Edit: This fails against a botnet where computers can be told to wait(10) [seconds] after filling form out.

rflrob · on May 6, 2011

I wonder if there's any way to use this scheme as a distributed computing tool. Maybe give out 3 work-units, one or two of which you know the result for, and the 3rd is unknown. The two known answers could be used to do the check, and the third actually does the work (and provides more known answers for later).

Jabbles · on May 6, 2011

Don't trust client input!

The random number would have to be sent from the server, else the same hash could be used every time.

Also MD5 can be easily done on an FPGA at hundreds of millions of tests a second. Other algorithms might be more effective, particularly those which attempt to use large amounts of memory.

Nice idea though.

underwater · on May 6, 2011

Not necessarily. You store which random number you sent to the client in the session on the server. Once it's been solved you invalidate it.

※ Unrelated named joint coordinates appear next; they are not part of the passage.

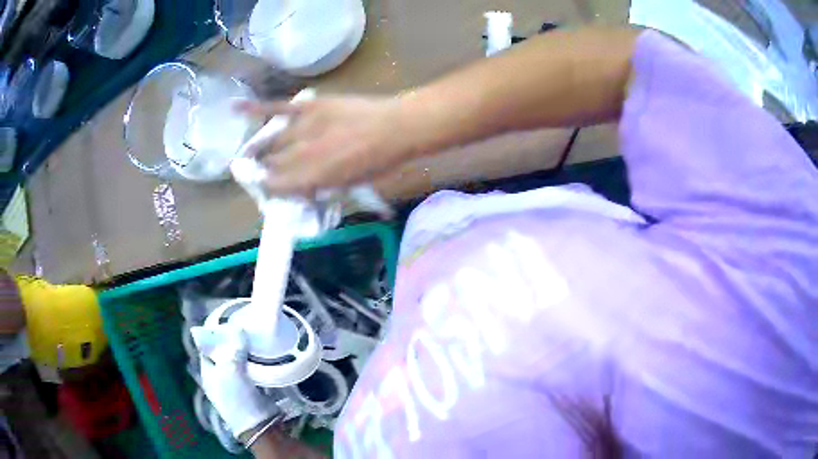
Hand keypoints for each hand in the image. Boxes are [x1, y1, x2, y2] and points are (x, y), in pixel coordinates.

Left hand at [190, 323, 278, 438]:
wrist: (260, 425)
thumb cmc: (239, 400)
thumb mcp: (231, 372)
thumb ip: (231, 349)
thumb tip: (236, 328)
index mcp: (208, 372)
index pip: (207, 346)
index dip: (214, 332)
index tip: (227, 319)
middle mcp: (219, 375)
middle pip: (223, 351)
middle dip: (232, 339)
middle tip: (245, 324)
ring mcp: (235, 382)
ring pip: (237, 358)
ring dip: (244, 348)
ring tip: (255, 333)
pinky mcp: (251, 386)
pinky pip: (250, 366)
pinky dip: (254, 358)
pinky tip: (262, 350)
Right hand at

tomstuart · on May 6, 2011

How do you know that the response really is the smallest such integer, rather than a precomputed one (e.g. the largest int with a hash beginning "0000")?

JoachimSchipper · on May 6, 2011

You don't (have to) care about "the smallest", just "any integer with a hash beginning with 0000".

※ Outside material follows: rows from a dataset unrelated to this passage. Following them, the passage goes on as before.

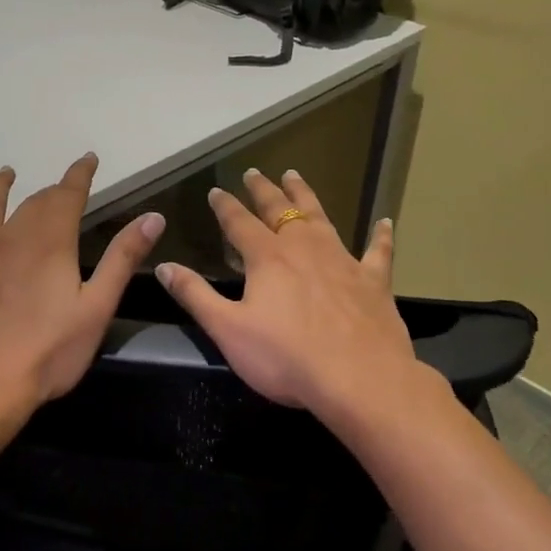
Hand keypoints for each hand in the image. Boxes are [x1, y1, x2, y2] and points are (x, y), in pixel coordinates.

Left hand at [0, 154, 165, 407]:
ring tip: (4, 175)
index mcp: (50, 243)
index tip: (87, 159)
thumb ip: (122, 259)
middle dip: (49, 191)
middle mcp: (10, 238)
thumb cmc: (48, 352)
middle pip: (31, 204)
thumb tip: (153, 216)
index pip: (67, 195)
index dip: (79, 174)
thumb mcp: (97, 308)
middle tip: (58, 188)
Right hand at [155, 169, 416, 416]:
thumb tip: (163, 265)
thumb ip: (195, 295)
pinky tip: (386, 223)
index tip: (216, 190)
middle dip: (264, 190)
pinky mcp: (373, 281)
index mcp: (267, 258)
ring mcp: (342, 261)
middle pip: (280, 209)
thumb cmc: (286, 357)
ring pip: (321, 217)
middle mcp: (304, 248)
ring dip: (306, 195)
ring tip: (295, 175)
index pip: (239, 223)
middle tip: (254, 172)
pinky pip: (378, 252)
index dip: (225, 206)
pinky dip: (381, 237)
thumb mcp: (228, 329)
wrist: (359, 379)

tomgallard · on May 6, 2011

But once the spamming machine has worked that out once, they can submit the same integer every time.

It would be better if the server sent a request saying send me an integer which has a hash beginning with npqr where n, p q and r are all random characters.

colanderman · on May 6, 2011

Isn't this what botnets are for?

I'm serious - spammers already use packs of porn-hungry humans to process CAPTCHAs; this will only make their lives easier as they already have the botnets available, and botnets don't need porn!

ars · on May 6, 2011

8 seconds is not unobtrusive.

But maybe browsers could implement something natively.

OliverSteenbuck · on May 6, 2011

Isnt't the idea of a captcha that only a human can solve it ?

This sounds like it could just (handwaving here) be given to a bottnet for solving.

keen · on May 6, 2011

Yeah, that's the idea of CAPTCHAs. In reality they can be solved by bots, given enough computing power and several attempts.